[DATASET EXCERPTS — start]
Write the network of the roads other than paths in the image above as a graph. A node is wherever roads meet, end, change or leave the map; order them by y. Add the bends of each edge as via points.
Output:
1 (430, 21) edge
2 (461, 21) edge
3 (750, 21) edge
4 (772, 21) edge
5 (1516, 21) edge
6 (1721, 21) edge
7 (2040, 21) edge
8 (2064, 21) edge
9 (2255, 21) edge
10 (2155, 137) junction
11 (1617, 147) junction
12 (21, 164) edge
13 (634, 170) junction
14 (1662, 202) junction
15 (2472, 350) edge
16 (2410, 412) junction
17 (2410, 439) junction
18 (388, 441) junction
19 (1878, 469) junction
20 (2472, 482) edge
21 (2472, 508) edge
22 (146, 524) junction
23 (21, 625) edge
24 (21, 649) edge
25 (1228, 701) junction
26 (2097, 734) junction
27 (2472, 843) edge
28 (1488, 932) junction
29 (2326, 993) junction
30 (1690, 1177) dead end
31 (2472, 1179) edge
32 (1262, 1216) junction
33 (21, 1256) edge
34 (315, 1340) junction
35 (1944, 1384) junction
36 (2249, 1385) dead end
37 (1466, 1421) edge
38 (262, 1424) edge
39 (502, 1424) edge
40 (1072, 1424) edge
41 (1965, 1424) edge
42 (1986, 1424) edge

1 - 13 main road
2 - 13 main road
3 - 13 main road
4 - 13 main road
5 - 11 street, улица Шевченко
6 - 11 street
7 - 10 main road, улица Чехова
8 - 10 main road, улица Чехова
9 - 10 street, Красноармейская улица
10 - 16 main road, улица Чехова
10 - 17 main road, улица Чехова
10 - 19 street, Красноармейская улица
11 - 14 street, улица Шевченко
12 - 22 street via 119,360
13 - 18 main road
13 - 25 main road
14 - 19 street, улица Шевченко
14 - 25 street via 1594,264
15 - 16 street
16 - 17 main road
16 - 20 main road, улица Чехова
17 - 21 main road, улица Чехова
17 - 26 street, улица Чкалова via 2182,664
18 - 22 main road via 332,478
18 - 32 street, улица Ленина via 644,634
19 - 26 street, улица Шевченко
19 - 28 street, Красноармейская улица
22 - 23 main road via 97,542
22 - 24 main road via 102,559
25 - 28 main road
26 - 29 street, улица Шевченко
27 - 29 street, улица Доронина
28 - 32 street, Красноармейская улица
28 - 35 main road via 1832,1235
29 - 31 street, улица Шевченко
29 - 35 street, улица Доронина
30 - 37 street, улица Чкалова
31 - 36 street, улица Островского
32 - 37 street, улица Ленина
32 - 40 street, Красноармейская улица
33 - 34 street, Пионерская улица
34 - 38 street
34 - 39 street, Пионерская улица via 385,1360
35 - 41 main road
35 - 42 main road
[DATASET EXCERPTS — finish]
> **INSTRUCTIONS FOR THE TASK**
Wherever the word "Пионерская" appears in the entries above, copy that whole line.

> **SOLUTION TO THIS TASK**
33 - 34 street, Пионерская улица
34 - 39 street, Пионерская улица via 385,1360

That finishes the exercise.